• Information shown

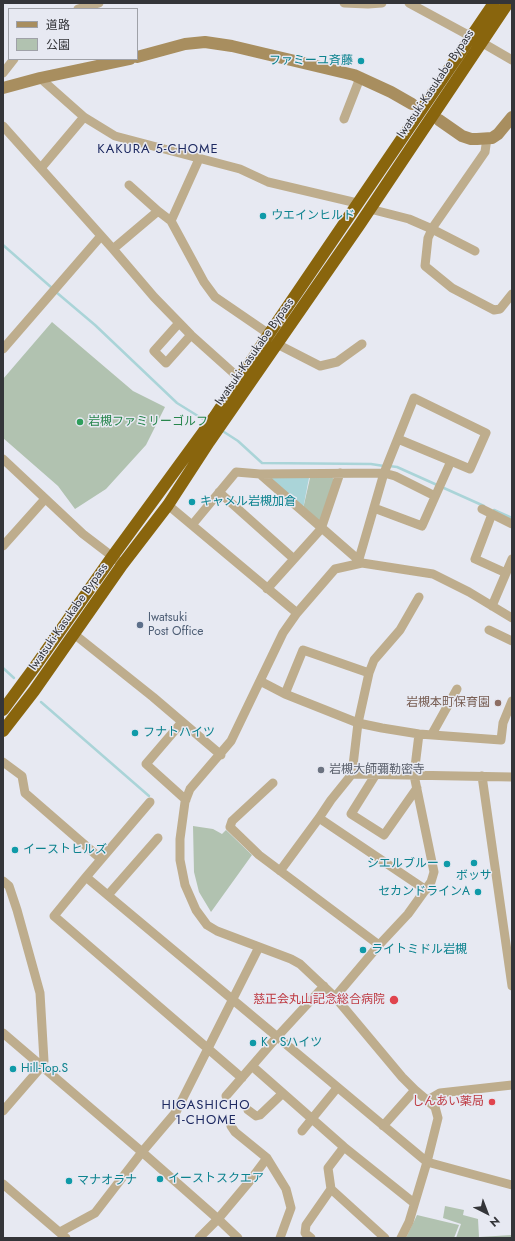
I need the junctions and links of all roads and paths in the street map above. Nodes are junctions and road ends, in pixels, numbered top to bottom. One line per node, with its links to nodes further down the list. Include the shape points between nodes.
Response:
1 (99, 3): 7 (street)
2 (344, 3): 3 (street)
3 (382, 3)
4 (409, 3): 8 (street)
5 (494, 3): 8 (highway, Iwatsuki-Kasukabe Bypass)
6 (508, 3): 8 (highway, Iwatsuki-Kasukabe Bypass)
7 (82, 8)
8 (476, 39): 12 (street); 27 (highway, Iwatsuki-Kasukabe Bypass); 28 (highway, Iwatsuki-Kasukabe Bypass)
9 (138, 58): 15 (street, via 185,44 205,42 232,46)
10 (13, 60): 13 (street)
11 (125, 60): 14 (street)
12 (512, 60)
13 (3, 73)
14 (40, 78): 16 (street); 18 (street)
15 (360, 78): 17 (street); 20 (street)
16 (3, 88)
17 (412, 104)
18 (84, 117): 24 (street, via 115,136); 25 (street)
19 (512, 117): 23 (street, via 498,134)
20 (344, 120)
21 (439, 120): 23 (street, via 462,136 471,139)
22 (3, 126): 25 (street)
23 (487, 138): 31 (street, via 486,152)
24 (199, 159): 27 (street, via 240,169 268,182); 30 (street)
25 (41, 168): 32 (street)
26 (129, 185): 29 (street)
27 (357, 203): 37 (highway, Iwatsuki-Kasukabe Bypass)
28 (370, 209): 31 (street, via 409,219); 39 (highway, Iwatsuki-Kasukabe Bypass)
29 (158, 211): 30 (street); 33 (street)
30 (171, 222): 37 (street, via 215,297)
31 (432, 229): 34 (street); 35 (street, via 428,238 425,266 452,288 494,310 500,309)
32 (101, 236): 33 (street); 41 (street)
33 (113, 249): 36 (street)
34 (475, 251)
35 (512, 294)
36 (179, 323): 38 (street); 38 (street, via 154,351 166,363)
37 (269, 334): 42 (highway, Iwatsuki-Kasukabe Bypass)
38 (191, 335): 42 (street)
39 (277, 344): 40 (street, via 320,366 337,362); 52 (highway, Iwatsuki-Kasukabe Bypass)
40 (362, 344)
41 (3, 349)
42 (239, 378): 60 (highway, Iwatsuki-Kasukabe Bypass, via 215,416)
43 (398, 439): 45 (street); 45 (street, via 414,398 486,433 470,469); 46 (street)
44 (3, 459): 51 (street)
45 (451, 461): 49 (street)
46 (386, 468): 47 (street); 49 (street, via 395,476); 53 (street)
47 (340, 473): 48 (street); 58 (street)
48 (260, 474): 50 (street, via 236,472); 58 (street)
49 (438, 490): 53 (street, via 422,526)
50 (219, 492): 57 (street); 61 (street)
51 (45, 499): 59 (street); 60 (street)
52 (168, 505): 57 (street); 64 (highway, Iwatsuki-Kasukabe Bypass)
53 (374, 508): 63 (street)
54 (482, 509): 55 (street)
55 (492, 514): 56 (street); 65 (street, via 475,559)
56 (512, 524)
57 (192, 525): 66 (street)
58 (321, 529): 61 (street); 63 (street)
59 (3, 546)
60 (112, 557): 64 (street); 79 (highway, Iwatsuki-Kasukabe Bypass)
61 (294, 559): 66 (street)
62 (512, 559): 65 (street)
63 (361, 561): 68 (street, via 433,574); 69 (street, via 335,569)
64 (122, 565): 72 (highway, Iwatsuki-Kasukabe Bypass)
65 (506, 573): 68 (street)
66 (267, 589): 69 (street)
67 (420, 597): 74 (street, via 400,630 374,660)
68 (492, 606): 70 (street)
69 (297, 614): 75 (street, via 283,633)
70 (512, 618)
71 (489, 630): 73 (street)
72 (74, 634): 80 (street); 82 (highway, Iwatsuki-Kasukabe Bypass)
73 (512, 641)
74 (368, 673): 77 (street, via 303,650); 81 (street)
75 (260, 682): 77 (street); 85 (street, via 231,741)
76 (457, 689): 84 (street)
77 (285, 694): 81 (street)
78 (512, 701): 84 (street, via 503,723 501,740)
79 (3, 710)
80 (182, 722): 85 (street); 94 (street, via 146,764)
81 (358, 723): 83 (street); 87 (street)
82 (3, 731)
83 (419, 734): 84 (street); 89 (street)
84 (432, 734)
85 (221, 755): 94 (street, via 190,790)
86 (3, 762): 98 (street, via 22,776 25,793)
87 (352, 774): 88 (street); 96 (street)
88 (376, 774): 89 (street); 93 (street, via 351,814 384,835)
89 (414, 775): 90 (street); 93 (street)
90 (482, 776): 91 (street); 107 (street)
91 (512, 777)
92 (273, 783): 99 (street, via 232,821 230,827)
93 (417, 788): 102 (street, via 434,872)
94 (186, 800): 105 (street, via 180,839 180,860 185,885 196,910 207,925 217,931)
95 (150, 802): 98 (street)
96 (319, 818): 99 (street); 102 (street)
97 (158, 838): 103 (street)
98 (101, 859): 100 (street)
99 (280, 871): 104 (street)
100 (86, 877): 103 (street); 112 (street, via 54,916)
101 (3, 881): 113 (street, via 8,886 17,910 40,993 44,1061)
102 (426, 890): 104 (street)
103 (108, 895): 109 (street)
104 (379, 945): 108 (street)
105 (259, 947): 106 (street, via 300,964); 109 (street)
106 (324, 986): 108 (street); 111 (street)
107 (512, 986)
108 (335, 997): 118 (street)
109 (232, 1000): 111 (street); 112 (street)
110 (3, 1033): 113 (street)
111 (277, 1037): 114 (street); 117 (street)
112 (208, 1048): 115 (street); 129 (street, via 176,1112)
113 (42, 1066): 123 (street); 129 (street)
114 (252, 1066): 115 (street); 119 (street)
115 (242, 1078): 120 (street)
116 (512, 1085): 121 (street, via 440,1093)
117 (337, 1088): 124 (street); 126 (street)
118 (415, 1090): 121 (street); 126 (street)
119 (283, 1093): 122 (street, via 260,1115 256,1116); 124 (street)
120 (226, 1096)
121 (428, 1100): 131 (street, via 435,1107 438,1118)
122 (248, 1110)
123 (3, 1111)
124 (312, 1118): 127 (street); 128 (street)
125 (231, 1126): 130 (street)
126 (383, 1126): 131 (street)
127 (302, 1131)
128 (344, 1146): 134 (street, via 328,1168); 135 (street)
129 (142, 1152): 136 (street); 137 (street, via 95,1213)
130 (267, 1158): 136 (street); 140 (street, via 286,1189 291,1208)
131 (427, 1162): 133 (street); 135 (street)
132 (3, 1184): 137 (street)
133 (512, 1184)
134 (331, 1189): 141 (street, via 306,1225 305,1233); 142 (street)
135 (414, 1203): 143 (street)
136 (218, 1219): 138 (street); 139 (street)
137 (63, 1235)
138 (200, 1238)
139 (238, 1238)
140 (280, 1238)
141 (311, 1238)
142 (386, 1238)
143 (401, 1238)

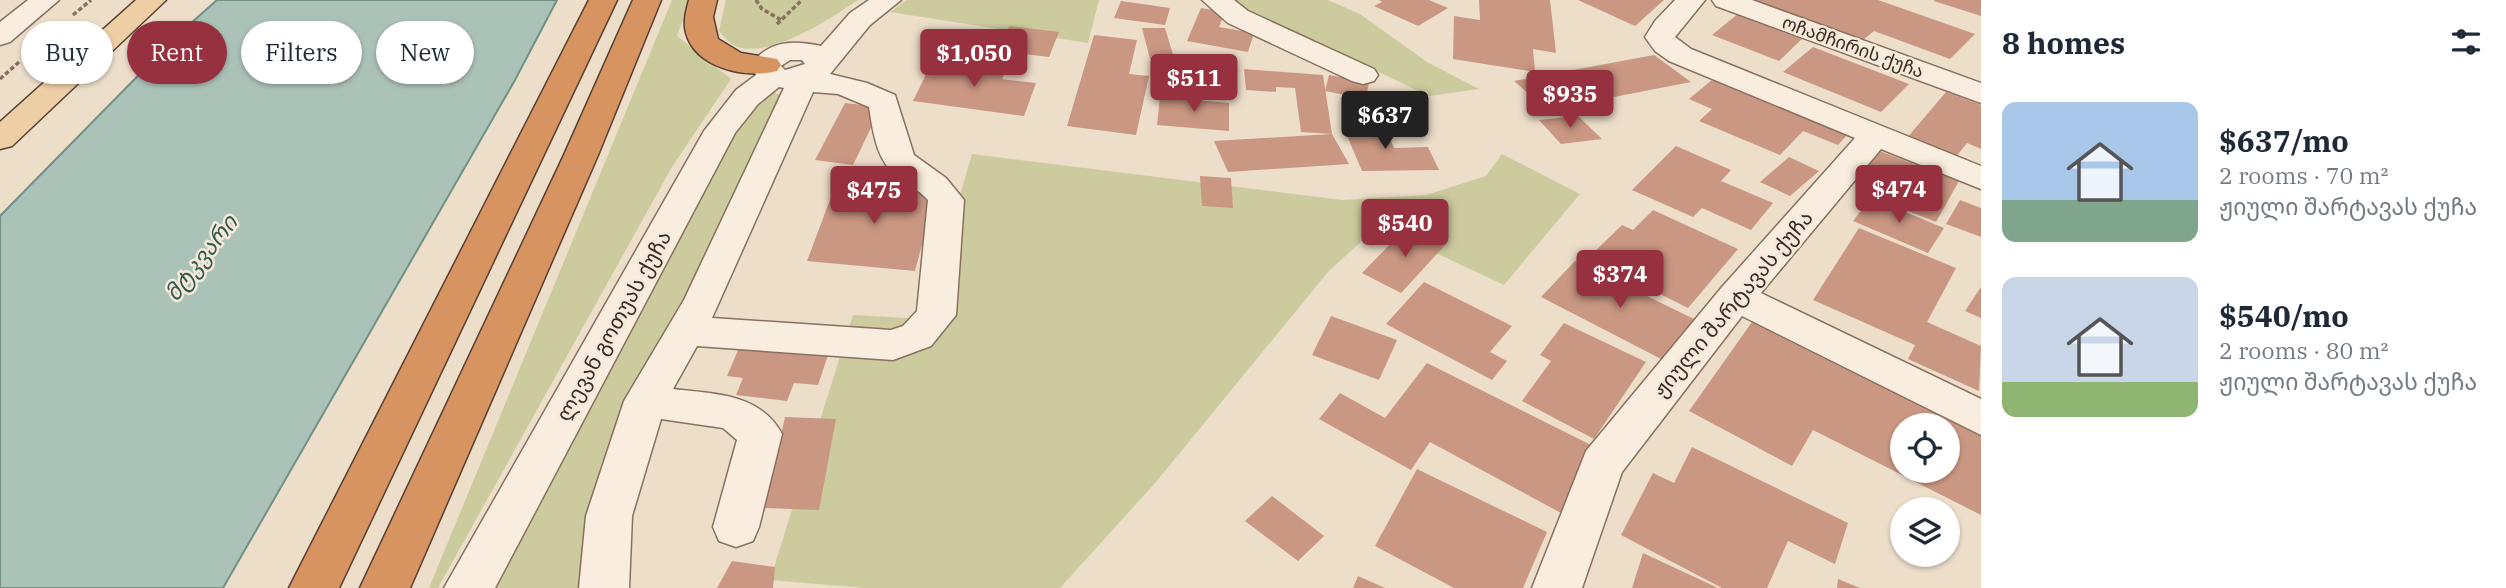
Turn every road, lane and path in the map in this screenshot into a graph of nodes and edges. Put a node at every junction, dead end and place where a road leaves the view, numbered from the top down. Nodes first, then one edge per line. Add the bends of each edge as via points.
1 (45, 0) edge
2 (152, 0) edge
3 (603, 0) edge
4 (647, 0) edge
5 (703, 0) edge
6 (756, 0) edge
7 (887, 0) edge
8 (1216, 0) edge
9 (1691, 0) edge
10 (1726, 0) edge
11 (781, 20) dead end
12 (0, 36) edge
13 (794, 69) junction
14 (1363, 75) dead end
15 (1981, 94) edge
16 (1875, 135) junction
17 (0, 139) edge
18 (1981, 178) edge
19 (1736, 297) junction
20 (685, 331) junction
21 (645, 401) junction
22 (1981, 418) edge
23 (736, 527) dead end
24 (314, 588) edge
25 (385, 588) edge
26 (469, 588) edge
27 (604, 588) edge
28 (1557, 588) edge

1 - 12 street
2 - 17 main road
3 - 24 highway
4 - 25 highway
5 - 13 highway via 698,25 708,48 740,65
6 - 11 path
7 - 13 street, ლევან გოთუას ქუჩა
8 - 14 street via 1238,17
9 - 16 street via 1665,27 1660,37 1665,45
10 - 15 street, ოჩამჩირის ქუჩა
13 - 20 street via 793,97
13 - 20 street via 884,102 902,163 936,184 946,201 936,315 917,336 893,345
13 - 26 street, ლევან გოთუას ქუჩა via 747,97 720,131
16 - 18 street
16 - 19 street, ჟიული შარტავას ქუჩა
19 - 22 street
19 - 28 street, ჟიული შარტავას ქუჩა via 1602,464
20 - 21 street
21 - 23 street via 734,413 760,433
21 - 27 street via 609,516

• Directions
Whenever a line of the records holds the string "ჟიული", pick it out and copy it.

• Response for this exercise
16 - 19 street, ჟიული შარტავას ქუჩა
19 - 28 street, ჟიული შარტავას ქუჩა via 1602,464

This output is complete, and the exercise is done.